Early Access is No Different Than Games Released on Time - A Pixelated View

steamearlyaccess
Jul
30

Early Access is No Different Than Games Released on Time

As we waltz into 2015, it seems that 2014 is shaping up to be known as the year of Early Access when everything is all said and done. Early Access is something indie game developers started doing to make money off their video games while still working on the game. When it first started, there wasn’t much said about it. Just like anything else in the world, the more popular it became with game developers, the more criticism it started to receive and not just by the gaming public, but by the gaming journalists as well. However, when you look at it, how is it any different than when games come out on time “finished”?
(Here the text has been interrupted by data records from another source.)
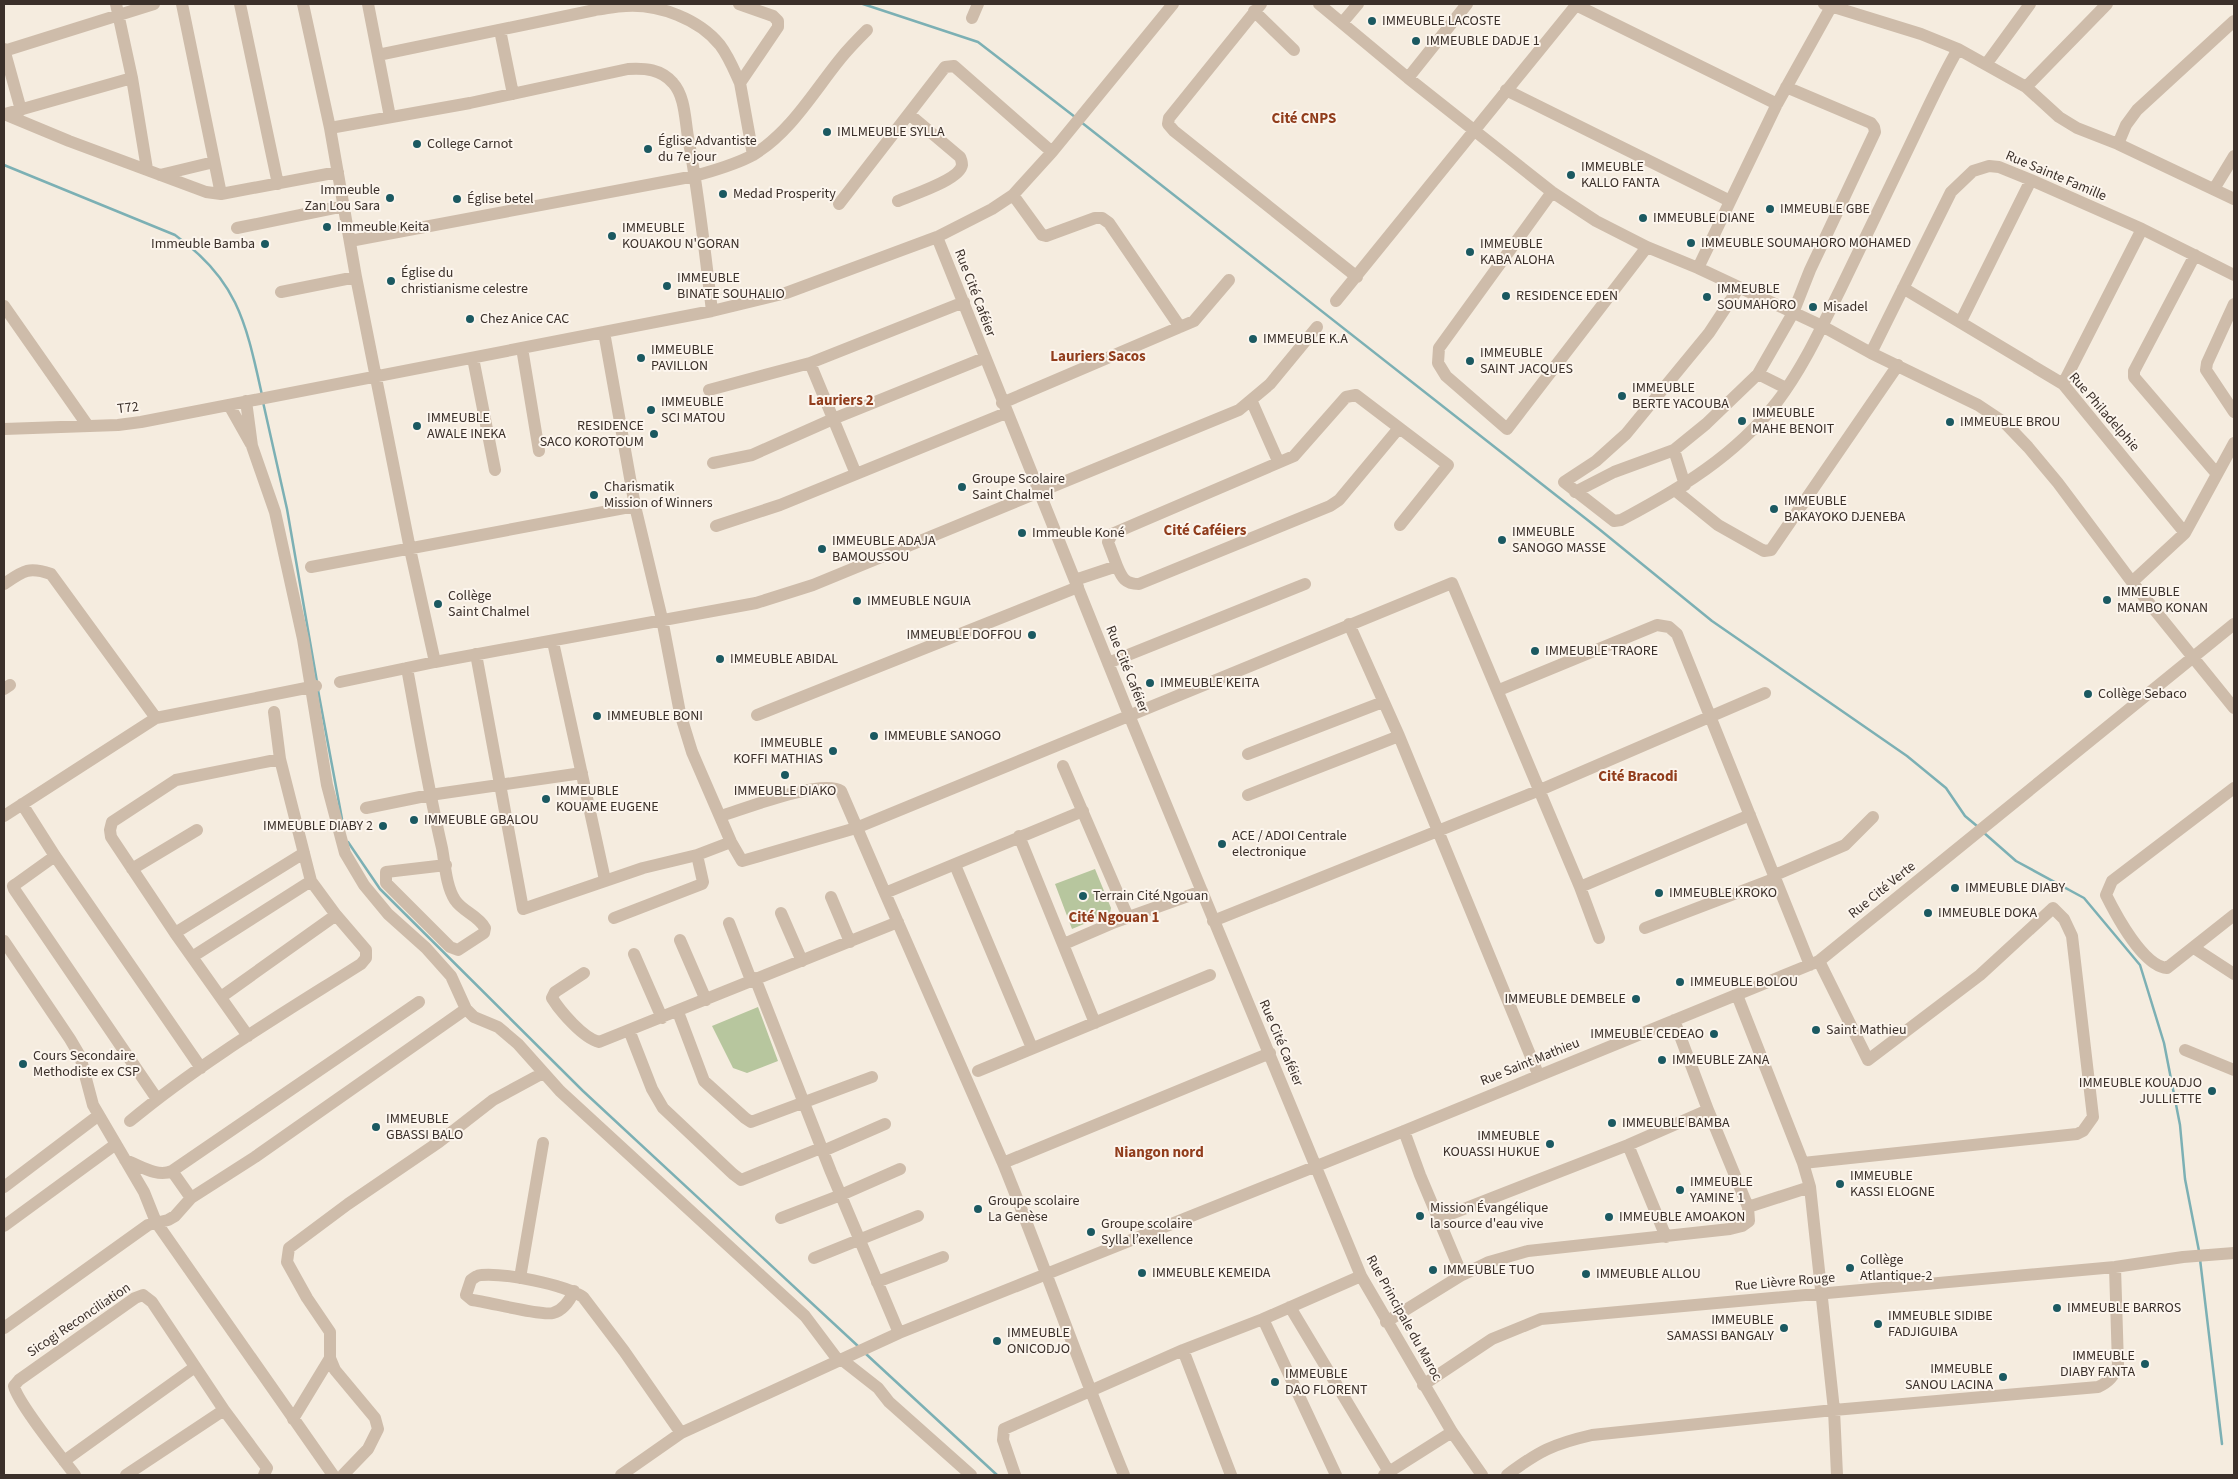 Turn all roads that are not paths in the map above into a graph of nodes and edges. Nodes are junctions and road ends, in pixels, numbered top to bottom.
1 (154, 4) edge
2 (182, 4) edge
3 (240, 4) edge
4 (303, 4) edge
5 (368, 4) edge
6 (739, 4) edge
7 (978, 4) edge
8 (1173, 4) edge
9 (1319, 4) edge
10 (1358, 4) edge
11 (1468, 4) edge
12 (2030, 4) edge
13 (2107, 4) edge
14 (1577, 5) edge
15 (1827, 5) edge
16 (595, 7) edge
17 (1258, 7) edge
18 (118, 9) edge
19 (972, 18) dead end
20 (2234, 21) edge
21 (1342, 24) junction
22 (500, 30) junction
23 (867, 30) dead end
24 (1958, 49) junction
25 (4, 50) edge
26 (1294, 50) dead end
27 (378, 55) junction
28 (1987, 63) junction
29 (132, 78) junction
30 (1408, 78) junction
31 (740, 83) junction
32 (1786, 87) junction
33 (2026, 87) junction
34 (1506, 90) junction
35 (513, 94) junction
36 (1777, 104) junction
37 (21, 110) junction
38 (4, 114) edge
39 (909, 114) junction
40 (390, 117) junction
41 (330, 128) junction
42 (1474, 130) junction
43 (2118, 144) junction
44 (1052, 152) junction
45 (753, 154) junction
46 (2234, 156) edge
47 (214, 162) junction
48 (147, 169) junction
49 (338, 172) junction
50 (160, 175) junction
51 (696, 176) junction
52 (2031, 180) junction
53 (278, 184) junction
54 (2214, 189) junction
55 (1552, 192) junction
56 (221, 194) junction
57 (1013, 195) junction
58 (2234, 199) edge
59 (898, 201) dead end
60 (1730, 201) junction
61 (839, 204) dead end
62 (344, 206) junction
63 (237, 228) dead end
64 (2142, 230) junction
65 (937, 237) junction
66 (350, 241) junction
67 (1647, 247) junction
68 (2195, 256) junction
69 (1698, 268) junction
70 (2234, 275) edge
71 (356, 277) junction
72 (1357, 277) junction
73 (1229, 280) dead end
74 (1904, 288) junction
75 (1738, 289) junction
76 (281, 292) dead end
77 (1336, 301) dead end
78 (964, 302) junction
79 (2234, 304) edge
80 (4, 306) edge
81 (712, 311) junction
82 (1793, 313) junction
83 (1960, 321) junction
84 (1822, 326) junction
85 (1180, 327) junction
86 (1316, 327) dead end
87 (604, 332) junction
88 (522, 348) junction
89 (1871, 353) junction
90 (473, 358) junction
91 (984, 358) junction
92 (810, 363) junction
93 (1898, 364) junction
94 (1758, 374) junction
95 (376, 377) junction
96 (2063, 384) junction
97 (1786, 388) junction
98 (709, 390) dead end
99 (250, 401) junction
100 (1252, 402) junction
101 (228, 405) junction
102 (1004, 408) junction
103 (2234, 412) edge
104 (833, 419) junction
105 (88, 426) junction
106 (1399, 428) junction
107 (4, 429) edge
108 (2234, 443) edge
109 (252, 446) junction
110 (1674, 450) junction
111 (539, 451) dead end
112 (1278, 461) junction
113 (713, 463) dead end
114 (495, 470) dead end
115 (856, 474) junction
116 (2217, 474) junction
117 (1680, 488) junction
118 (1575, 492) junction
119 (1038, 493) junction
120 (635, 506) junction
121 (1400, 525) dead end
122 (716, 526) dead end
123 (2185, 533) junction
124 (410, 549) junction
125 (1117, 566) junction
126 (311, 567) dead end
127 (2132, 582) junction
128 (4, 584) edge
129 (1077, 584) junction
130 (1305, 584) dead end
131 (662, 620) junction
132 (1349, 624) junction
133 (2234, 624) edge
134 (552, 642) junction
135 (476, 654) junction
136 (2193, 657) junction
137 (435, 662) junction
138 (1108, 663) junction
139 (408, 668) junction
140 (340, 682) dead end
141 (314, 686) junction
142 (1499, 690) junction
143 (1765, 693) dead end
144 (1383, 702) junction
145 (2234, 708) edge
146 (274, 712) dead end
147 (757, 715) dead end
148 (1129, 715) junction
149 (1712, 717) junction
150 (156, 718) junction
151 (1399, 736) junction
152 (1248, 754) dead end
153 (280, 760) junction
154 (1063, 766) dead end
155 (582, 773) junction
156 (499, 786) junction
157 (2234, 788) edge
158 (1540, 790) junction
159 (430, 795) junction
160 (1248, 795) dead end
161 (22, 804) junction
162 (366, 808) dead end
163 (1083, 811) junction
164 (1750, 815) junction
165 (4, 816) edge
166 (720, 816) junction
167 (1873, 817) dead end
168 (856, 828) junction
169 (197, 830) dead end
170 (1438, 830) junction
171 (1019, 836) junction
172 (731, 842) junction
173 (304, 854) junction
174 (697, 855) junction
175 (55, 856) junction
176 (446, 865) junction
177 (955, 865) junction
178 (132, 869) junction
179 (1775, 876) junction
180 (605, 880) junction
181 (311, 881) junction
182 (1580, 887) junction
183 (1202, 891) junction
184 (885, 893) junction
185 (832, 897) dead end
186 (782, 913) dead end
187 (336, 915) junction
188 (2234, 915) edge
189 (1128, 917) junction
190 (614, 918) dead end
191 (1213, 921) junction
192 (898, 922) junction
193 (728, 923) dead end
194 (1645, 928) dead end
195 (175, 933) junction
196 (1599, 938) dead end
197 (680, 940) dead end
198 (4, 941) edge
199 (850, 942) junction
200 (1064, 944) junction
201 (2194, 948) junction
202 (634, 954) dead end
203 (192, 957) junction
204 (802, 961) junction
205 (1814, 963) junction
206 (584, 973) dead end
207 (2234, 974) edge
208 (1210, 975) dead end
209 (753, 979) junction
210 (1737, 995) junction
211 (221, 997) junction
212 (706, 1000) junction
213 (420, 1002) dead end
214 (466, 1009) junction
215 (678, 1012) junction
216 (662, 1018) junction
217 (1674, 1020) junction
218 (1095, 1023) junction
219 (630, 1030) junction
220 (248, 1036) junction
221 (1032, 1048) junction
222 (2185, 1050) dead end
223 (1270, 1053) junction
224 (201, 1068) junction
225 (2234, 1070) edge
226 (978, 1071) dead end
227 (543, 1073) junction
228 (1538, 1074) junction
229 (872, 1077) dead end
230 (156, 1099) junction
231 (803, 1103) junction
232 (1293, 1110) joint
233 (1708, 1110) junction
234 (99, 1115) junction
235 (130, 1121) dead end
236 (885, 1124) dead end
237 (1404, 1131) junction
238 (543, 1143) dead end
239 (116, 1144) junction
240 (1628, 1145) junction
241 (822, 1150) junction
242 (125, 1160) junction
243 (1003, 1163) junction
244 (1803, 1163) junction
245 (1316, 1166) junction
246 (900, 1169) dead end
247 (172, 1171) junction
248 (4, 1187) edge
249 (1810, 1187) junction
250 (841, 1195) junction
251 (191, 1198) junction
252 (1748, 1207) junction
253 (918, 1216) dead end
254 (781, 1218) dead end
255 (1438, 1219) junction
256 (156, 1222) junction
257 (4, 1226) edge
258 (1666, 1238) junction
259 (860, 1240) junction
260 (2234, 1253) edge
261 (943, 1257) dead end
262 (814, 1258) dead end
263 (2114, 1267) junction
264 (1048, 1274) junction
265 (1462, 1275) junction
266 (1361, 1276) junction
267 (520, 1278) junction
268 (877, 1282) junction
269 (574, 1291) junction
270 (1821, 1294) junction
271 (1290, 1307) junction
272 (1263, 1319) junction
273 (1386, 1322) junction
274 (4, 1328) edge
275 (898, 1333) junction
276 (1183, 1350) junction
277 (330, 1358) junction
278 (841, 1359) junction
279 (195, 1367) junction
280 (1423, 1385) junction
281 (1090, 1391) junction
282 (224, 1410) junction
283 (1834, 1410) junction
284 (293, 1419) junction
285 (1452, 1432) junction
286 (681, 1433) junction
287 (64, 1461) junction
288 (1391, 1473) edge
289 (75, 1475) edge
290 (126, 1475) edge
291 (264, 1475) edge
292 (332, 1475) edge
293 (343, 1475) edge
294 (621, 1475) edge
295 (971, 1475) edge
296 (1015, 1475) edge
297 (1124, 1475) edge
298 (1231, 1475) edge
299 (1336, 1475) edge
300 (1482, 1475) edge
301 (1507, 1475) edge
302 (1837, 1475) edge

1 - 18 street
2 - 47 street
3 - 53 street
4 - 41 street
5 - 27 street
6 - 31 street
7 - 19 street
8 - 44 street, T72
9 - 21 street
10 - 21 street
11 - 30 street
12 - 28 street
13 - 33 street
14 - 34 street
14 - 36 street
15 - 24 street
15 - 32 street
16 - 22 street
16 - 31 street
17 - 26 street
17 - 72 street
18 - 25 street
18 - 29 street
20 - 43 street
21 - 30 street
22 - 27 street
22 - 35 street
23 - 45 street
24 - 28 street
24 - 84 street
25 - 37 street
27 - 40 street
28 - 33 street
29 - 37 street
29 - 48 street
30 - 42 street
31 - 45 street
32 - 36 street
32 - 82 street
33 - 43 street
34 - 42 street
34 - 60 street
35 - 40 street
35 - 51 street
36 - 60 street
37 - 38 street
38 - 48 street
39 - 44 street
39 - 59 street
39 - 61 street
40 - 41 street
41 - 49 street
42 - 55 street
42 - 72 street
43 - 54 street
44 - 57 street, T72
45 - 51 street
46 - 54 street
47 - 50 street
47 - 56 street
48 - 50 street
49 - 53 street
49 - 62 street
50 - 56 street
51 - 66 street
51 - 81 street
52 - 64 street, Rue Sainte Famille
52 - 74 street, Rue Sainte Famille
52 - 83 street
53 - 56 street
54 - 58 street
55 - 67 street
55 - 67 street
57 - 65 street, T72
57 - 85 street
60 - 69 street
62 - 63 street
62 - 66 street
64 - 68 street, Rue Sainte Famille
64 - 96 street
65 - 78 street, Rue Cité Caféier
65 - 81 street, T72
66 - 71 street
67 - 69 street
68 - 70 street, Rue Sainte Famille
68 - 116 street
69 - 75 street
71 - 76 street
71 - 95 street
72 - 77 street
73 - 85 street
74 - 83 street, Rue Philadelphie
74 - 89 street, Rue Sainte Famille
75 - 82 street
75 - 118 street
78 - 91 street, Rue Cité Caféier
78 - 92 street
79 - 103 street
80 - 105 street
81 - 87 street, T72
82 - 84 street
82 - 94 street
83 - 96 street, Rue Philadelphie
84 - 89 street
84 - 97 street
85 - 102 street
86 - 100 street
87 - 88 street, T72
87 - 120 street
88 - 90 street, T72
88 - 111 street
89 - 93 street
90 - 95 street, T72
90 - 114 street
91 - 102 street, Rue Cité Caféier
91 - 104 street
92 - 98 street
92 - 104 street
93 - 117 street
93 - 127 street
94 - 97 street
94 - 110 street
95 - 99 street, T72
95 - 124 street
96 - 123 street, Rue Philadelphie
97 - 117 street
99 - 101 street, T72
99 - 109 street
100 - 112 street
100 - 119 street
101 - 105 street, T72
101 - 109 street
102 - 115 street
102 - 119 street, Rue Cité Caféier
104 - 113 street
104 - 115 street
105 - 107 street, T72
106 - 112 street
106 - 121 street
106 - 125 street
108 - 116 street
109 - 141 street
110 - 117 street
110 - 118 street
112 - 125 street
115 - 122 street
116 - 123 street
117 - 118 street
119 - 129 street, Rue Cité Caféier
119 - 131 street
120 - 124 street
120 - 131 street
123 - 127 street
124 - 126 street
124 - 137 street
125 - 129 street
127 - 136 street
128 - 150 street
129 - 138 street, Rue Cité Caféier
129 - 147 street
130 - 138 street
131 - 134 street
131 - 166 street
132 - 142 street
132 - 144 street
132 - 148 street
133 - 136 street, Rue Cité Verte
134 - 135 street
134 - 155 street
135 - 137 street
135 - 156 street
136 - 145 street
136 - 205 street, Rue Cité Verte
137 - 139 street
138 - 148 street, Rue Cité Caféier
139 - 140 street
139 - 159 street
141 - 150 street
141 - 214 street
142 - 149 street
142 - 158 street
143 - 149 street
144 - 151 street
144 - 152 street
146 - 153 street
148 - 168 street
148 - 183 street, Rue Cité Caféier
149 - 158 street
149 - 164 street
150 - 161 street
151 - 160 street
151 - 170 street
153 - 173 street
153 - 178 street
154 - 163 street
155 - 156 street
155 - 180 street
156 - 159 street
156 - 180 street
157 - 201 street
158 - 170 street
158 - 182 street
159 - 162 street
159 - 176 street
161 - 165 street
161 - 175 street
163 - 171 street
163 - 189 street
164 - 179 street
164 - 182 street
166 - 168 street
166 - 172 street
167 - 179 street
168 - 172 street
168 - 184 street
169 - 178 street
170 - 191 street
170 - 228 street
171 - 177 street
171 - 200 street
172 - 174 street
173 - 181 street
173 - 195 street
174 - 180 street
174 - 190 street
175 - 224 street
175 - 230 street
176 - 176 street
177 - 184 street
177 - 221 street
178 - 195 street
179 - 194 street
179 - 205 street
181 - 187 street
181 - 203 street
182 - 196 street
183 - 189 street
183 - 191 street, Rue Cité Caféier
184 - 192 street
185 - 199 street
186 - 204 street
187 - 211 street
187 - 220 street
188 - 201 street
189 - 200 street
191 - 223 street, Rue Cité Caféier
192 - 199 street
192 - 243 street
193 - 209 street
195 - 203 street
197 - 212 street
198 - 234 street
199 - 204 street
200 - 218 street
201 - 207 street
202 - 216 street
203 - 211 street
204 - 209 street
205 - 210 street, Rue Saint Mathieu
205 - 244 street
206 - 219 street
208 - 218 street
209 - 212 street
209 - 231 street
210 - 217 street, Rue Saint Mathieu
210 - 244 street
211 - 220 street
212 - 215 street
213 - 247 street
214 - 227 street
214 - 251 street
215 - 216 street
215 - 231 street
216 - 219 street
217 - 228 street, Rue Saint Mathieu
217 - 233 street
218 - 221 street
219 - 241 street
220 - 224 street
221 - 226 street
222 - 225 street
223 - 232 street, Rue Cité Caféier
223 - 243 street
224 - 230 street
227 - 277 street
227 - 278 street
228 - 237 street, Rue Saint Mathieu
229 - 231 street
230 - 235 street
231 - 241 street
232 - 245 street, Rue Principale du Maroc
233 - 240 street
233 - 252 street
234 - 239 street
234 - 248 street
236 - 241 street
237 - 245 street, Rue Saint Mathieu
237 - 255 street
238 - 267 street
239 - 242 street
239 - 257 street
240 - 255 street
240 - 258 street
241 - 250 street
242 - 247 street
242 - 256 street
243 - 264 street
244 - 249 street
245 - 264 street, Rue Saint Mathieu
245 - 266 street, Rue Principale du Maroc
246 - 250 street
247 - 251 street
249 - 252 street
249 - 270 street
250 - 254 street
250 - 259 street
251 - 256 street
252 - 258 street
253 - 259 street
255 - 265 street
256 - 274 street
256 - 284 street
258 - 265 street
259 - 262 street
259 - 268 street
260 - 263 street, Rue Lièvre Rouge
261 - 268 street
263 - 270 street, Rue Lièvre Rouge
263 - 283 street
264 - 275 street, Rue Saint Mathieu
264 - 281 street
265 - 273 street
266 - 271 street
266 - 273 street, Rue Principale du Maroc
267 - 269 street
267 - 269 street
268 - 275 street
269 - 286 street
270 - 280 street, Rue Lièvre Rouge
270 - 283 street
271 - 272 street
271 - 288 street
272 - 276 street
272 - 299 street
273 - 280 street, Rue Principale du Maroc
275 - 278 street, Rue Saint Mathieu
276 - 281 street
276 - 298 street
277 - 284 street
277 - 293 street
278 - 286 street, Rue Saint Mathieu
278 - 295 street
279 - 282 street, Sicogi Reconciliation
279 - 287 street
279 - 287 street, Sicogi Reconciliation
280 - 285 street, Rue Principale du Maroc
281 - 296 street
281 - 297 street
282 - 290 street
282 - 291 street, Sicogi Reconciliation
283 - 301 street
283 - 302 street
284 - 292 street
285 - 288 street
285 - 300 street, Rue Principale du Maroc
286 - 294 street, Rue Saint Mathieu
287 - 289 street, Sicogi Reconciliation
I own a handful of Early Access games and for the most part, all of them work completely fine and feel like they offer a fun and fulfilling experience. So yeah, maybe I’m looking at this through some rose tinted glasses, but that doesn’t change anything for me. I understand there are games out that are Early Access that are completely busted. However, there are games that came out on time that were “finished” projects that were also completely busted, broken and downright unplayable. The most notable one, as of recently, has to be Battlefield 4. That game came out last year and apparently is still unplayable for many people. Or how about the javelin glitch that was in Call of Duty: Modern Warfare 2 multiplayer? It got to a point in that game when Microsoft started banning people for doing it and that was a finished game.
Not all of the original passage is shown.